6. Android will become a major player in mobile OS
Although Android was announced to a big fanfare last year, it lags behind Apple, RIM and Nokia. The OS is great – it has more functionality and is more reliable than the iphone – but the handsets weren’t. The new raft of Android handsets may well end all that: Motorola’s Droid (called the Milestone in Europe) and Nexus One may give the iphone a run for it’s money. Even the low end computer manufacturer Acer are in on the act, producing an Android handset. Google also has a more open approach to apps and app stores than Apple, making it potentially more attractive to developers.
7. Mobile content and social media aggregation
The problem with living in an information rich age is that there is just too much of it. On the mobile platform it’s even harder. Multi-tasking on phones is proving difficult, the small screen and keyboard leads to more ‘snacking’ behaviour in users. Keeping up with your Twitter, Facebook and Linked in accounts, not to mention SMS, email or IM is difficult on mobile. The solution comes in the form of aggregation – see what your friends are up to all from one place. Vodafone 360 and Motoblur are showing the way – there’s still quite a way to go, but the true social media mobile experience will require a simpler, aggregated approach.
8. Apps will still grow – the mobile web cannot replace them.
Google have made it clear that they see apps as a temporary solution and that the mobile web can deliver everything that apps currently do, and more. Already, Google has said it will focus on a web version of Google Voice after it was rejected form the iphone appstore. Unfortunately Google have been wrong in this respect before. Google Docs is a great idea – no worries about your software, updating it or even viruses. Just store everything in Google docs. Except that it doesn’t really work. Using Google Docs is slow and often unreliable. The same problem exists with the mobile web: it assumes that there is a good, reliable data connection on the phone. Whereas apps can run some or all elements without the data connection, even with some form of caching, it’s hard to see how that can happen on the mobile web.
9. Augmented Reality and Image Recognition will not significantly take off
In spite of the excellent Google Goggles, AR and IR will not be a broad mainstream technology.

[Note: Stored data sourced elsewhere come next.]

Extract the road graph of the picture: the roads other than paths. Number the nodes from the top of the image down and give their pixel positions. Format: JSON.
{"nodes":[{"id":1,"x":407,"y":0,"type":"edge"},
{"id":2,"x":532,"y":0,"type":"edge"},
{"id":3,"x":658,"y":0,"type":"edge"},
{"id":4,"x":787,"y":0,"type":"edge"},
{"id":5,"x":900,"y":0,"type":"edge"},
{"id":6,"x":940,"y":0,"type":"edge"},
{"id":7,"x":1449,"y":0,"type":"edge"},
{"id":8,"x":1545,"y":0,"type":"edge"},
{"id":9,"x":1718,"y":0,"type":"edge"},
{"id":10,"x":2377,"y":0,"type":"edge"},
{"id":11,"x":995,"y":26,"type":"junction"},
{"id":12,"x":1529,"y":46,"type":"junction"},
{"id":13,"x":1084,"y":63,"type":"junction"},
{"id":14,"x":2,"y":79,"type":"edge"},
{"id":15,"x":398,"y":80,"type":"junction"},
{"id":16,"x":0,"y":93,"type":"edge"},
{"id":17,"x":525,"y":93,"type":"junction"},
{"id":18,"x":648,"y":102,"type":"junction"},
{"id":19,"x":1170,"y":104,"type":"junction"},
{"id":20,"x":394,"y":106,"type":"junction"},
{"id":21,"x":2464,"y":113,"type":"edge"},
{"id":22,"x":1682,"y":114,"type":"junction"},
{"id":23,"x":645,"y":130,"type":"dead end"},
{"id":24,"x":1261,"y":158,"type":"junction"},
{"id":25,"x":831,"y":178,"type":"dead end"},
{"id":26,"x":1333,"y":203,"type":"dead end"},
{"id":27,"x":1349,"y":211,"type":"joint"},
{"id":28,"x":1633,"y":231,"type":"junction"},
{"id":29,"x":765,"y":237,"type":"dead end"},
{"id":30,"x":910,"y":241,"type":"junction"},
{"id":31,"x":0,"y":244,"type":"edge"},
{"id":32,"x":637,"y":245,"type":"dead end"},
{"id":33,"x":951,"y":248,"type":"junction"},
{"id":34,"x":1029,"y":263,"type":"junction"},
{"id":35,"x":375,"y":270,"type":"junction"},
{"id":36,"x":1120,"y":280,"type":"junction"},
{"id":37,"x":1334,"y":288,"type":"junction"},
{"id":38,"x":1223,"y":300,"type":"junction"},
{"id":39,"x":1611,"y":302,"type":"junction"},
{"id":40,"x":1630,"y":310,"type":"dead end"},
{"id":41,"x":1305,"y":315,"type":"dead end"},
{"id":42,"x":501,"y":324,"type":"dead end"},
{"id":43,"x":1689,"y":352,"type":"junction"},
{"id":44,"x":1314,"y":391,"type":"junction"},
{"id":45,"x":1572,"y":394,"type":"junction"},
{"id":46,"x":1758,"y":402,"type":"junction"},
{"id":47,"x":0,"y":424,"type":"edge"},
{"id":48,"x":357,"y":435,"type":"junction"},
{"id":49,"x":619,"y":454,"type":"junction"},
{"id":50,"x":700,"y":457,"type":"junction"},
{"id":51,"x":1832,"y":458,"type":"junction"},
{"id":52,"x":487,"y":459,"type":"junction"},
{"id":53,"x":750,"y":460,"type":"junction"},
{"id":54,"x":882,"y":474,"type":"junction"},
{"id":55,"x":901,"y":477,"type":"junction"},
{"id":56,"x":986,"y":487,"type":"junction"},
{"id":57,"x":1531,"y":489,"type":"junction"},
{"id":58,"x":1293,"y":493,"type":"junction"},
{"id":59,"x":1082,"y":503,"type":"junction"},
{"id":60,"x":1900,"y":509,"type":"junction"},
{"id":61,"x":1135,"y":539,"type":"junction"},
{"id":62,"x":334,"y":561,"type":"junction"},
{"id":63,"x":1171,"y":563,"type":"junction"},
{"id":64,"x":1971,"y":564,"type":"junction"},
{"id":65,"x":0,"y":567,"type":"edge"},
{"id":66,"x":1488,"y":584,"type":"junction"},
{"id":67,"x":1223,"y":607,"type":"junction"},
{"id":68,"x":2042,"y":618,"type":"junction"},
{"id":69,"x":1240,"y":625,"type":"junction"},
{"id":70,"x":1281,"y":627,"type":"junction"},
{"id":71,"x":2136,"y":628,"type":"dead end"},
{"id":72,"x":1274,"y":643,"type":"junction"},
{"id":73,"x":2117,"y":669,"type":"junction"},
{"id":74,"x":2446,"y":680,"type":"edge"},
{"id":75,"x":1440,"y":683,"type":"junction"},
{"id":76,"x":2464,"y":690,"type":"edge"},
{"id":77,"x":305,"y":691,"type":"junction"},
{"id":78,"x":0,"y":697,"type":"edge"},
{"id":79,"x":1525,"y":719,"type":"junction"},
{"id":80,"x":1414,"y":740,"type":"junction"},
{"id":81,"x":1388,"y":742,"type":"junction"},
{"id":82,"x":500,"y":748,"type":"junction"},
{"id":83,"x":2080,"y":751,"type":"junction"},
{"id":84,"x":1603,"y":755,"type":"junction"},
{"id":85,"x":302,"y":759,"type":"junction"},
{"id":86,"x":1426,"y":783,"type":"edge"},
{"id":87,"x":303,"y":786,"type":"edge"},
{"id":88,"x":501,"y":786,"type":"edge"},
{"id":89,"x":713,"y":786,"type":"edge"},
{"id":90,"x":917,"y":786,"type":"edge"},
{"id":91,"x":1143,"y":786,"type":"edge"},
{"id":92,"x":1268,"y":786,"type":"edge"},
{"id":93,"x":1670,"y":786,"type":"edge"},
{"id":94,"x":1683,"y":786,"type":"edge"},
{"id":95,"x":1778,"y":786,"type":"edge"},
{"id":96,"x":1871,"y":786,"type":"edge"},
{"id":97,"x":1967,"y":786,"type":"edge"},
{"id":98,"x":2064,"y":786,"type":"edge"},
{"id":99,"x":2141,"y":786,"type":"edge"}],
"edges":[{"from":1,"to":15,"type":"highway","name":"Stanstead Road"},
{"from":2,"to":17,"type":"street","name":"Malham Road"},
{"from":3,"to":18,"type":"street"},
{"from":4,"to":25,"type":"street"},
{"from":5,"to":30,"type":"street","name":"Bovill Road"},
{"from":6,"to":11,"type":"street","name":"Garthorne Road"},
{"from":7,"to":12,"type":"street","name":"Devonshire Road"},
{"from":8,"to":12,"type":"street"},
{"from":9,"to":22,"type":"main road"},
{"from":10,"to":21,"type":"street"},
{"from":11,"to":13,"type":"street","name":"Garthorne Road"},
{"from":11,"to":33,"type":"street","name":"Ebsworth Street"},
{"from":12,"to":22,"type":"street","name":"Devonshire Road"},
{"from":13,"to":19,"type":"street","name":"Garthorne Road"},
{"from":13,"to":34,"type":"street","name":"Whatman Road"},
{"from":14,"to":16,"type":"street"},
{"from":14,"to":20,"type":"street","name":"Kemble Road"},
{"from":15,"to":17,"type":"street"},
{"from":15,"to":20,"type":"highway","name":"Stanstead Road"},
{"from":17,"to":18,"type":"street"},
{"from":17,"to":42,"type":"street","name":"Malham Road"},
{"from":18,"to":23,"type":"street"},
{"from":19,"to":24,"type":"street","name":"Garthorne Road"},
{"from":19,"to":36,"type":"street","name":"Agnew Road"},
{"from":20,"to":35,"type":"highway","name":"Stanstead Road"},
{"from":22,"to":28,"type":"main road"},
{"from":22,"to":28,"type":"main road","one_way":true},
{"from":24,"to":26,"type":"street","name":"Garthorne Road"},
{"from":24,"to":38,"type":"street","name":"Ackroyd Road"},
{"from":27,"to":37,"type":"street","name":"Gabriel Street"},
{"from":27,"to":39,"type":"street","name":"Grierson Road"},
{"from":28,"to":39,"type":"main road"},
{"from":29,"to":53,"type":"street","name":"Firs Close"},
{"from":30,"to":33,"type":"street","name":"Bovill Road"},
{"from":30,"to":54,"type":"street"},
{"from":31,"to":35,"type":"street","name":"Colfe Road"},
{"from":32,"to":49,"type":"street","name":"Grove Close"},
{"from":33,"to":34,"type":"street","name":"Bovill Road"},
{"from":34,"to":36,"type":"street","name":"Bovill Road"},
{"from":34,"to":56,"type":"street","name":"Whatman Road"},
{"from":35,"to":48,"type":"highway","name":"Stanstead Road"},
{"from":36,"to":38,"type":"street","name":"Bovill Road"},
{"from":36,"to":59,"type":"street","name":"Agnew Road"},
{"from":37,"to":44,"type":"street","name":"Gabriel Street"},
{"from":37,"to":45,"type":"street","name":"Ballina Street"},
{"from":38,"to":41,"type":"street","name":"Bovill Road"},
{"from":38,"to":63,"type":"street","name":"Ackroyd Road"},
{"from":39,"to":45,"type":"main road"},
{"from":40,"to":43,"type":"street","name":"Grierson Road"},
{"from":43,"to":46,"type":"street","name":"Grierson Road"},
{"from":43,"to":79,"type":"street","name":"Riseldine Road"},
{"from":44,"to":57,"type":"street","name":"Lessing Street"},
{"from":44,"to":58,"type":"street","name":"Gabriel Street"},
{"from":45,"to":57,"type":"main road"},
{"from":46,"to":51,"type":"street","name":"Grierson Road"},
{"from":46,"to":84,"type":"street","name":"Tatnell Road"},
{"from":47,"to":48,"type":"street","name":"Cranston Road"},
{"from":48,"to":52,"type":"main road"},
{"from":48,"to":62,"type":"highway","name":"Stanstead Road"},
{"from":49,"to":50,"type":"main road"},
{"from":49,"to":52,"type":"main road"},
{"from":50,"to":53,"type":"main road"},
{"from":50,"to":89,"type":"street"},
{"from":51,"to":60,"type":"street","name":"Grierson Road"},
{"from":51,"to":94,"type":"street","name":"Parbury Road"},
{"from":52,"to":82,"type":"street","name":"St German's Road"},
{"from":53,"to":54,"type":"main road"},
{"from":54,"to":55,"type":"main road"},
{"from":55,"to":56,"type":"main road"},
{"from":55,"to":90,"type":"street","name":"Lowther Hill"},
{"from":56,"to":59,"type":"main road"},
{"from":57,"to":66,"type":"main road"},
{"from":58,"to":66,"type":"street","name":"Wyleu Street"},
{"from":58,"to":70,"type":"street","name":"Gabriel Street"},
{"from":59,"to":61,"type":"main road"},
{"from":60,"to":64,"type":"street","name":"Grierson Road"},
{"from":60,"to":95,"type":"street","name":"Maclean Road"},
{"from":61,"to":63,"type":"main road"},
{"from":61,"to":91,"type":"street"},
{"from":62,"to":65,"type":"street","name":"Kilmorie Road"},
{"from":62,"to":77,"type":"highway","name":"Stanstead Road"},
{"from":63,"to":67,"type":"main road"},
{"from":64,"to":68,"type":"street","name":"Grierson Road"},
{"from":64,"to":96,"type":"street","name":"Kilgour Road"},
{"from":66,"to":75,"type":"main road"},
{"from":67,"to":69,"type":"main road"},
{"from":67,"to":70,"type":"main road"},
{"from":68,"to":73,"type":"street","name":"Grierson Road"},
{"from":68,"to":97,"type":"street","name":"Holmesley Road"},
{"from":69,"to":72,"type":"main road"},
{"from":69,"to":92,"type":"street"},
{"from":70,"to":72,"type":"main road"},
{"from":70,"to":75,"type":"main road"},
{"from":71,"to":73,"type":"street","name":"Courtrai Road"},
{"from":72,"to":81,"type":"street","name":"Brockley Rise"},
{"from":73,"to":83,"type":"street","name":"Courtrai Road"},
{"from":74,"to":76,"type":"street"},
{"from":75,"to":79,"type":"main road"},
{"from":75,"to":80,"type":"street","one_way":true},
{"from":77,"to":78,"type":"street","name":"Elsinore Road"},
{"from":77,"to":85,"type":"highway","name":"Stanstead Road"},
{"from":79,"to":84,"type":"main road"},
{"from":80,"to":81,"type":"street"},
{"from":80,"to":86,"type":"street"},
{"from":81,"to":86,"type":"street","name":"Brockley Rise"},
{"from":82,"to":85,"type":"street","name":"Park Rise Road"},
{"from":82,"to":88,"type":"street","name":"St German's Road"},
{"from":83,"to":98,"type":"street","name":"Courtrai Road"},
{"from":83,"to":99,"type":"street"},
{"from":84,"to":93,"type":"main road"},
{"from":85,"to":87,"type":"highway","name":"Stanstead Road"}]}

There’s a number of reasons for it: it’s fun, yes, but ultimately what is the benefit? If I’m trying to find a place, my mobile maps will offer a clear and easier functionality. In reality IR has a long way to go. Google Goggles uses the GPS and compass to overlay it’s information, and currently does not use image recognition.

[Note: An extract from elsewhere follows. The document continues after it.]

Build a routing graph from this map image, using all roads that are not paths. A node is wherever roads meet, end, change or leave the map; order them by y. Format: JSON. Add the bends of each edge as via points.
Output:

10. Mobile social networks will not go it alone
Although 65 million of Facebook’s 300 million users accessed via their mobiles, mobile social networks: those specifically for the mobile user will not take off. There have been a few attempts at building a mobile specific social network, and those like Flirtomatic, which is essentially a dating site, have cornered a niche market. However, our engagement with social media will largely be a web-base one. The main reason is that it simply works well. From status updates to uploading photos and video, it works well enough on the PC. Mobile social networks do not offer a sufficient incentive to move away from that.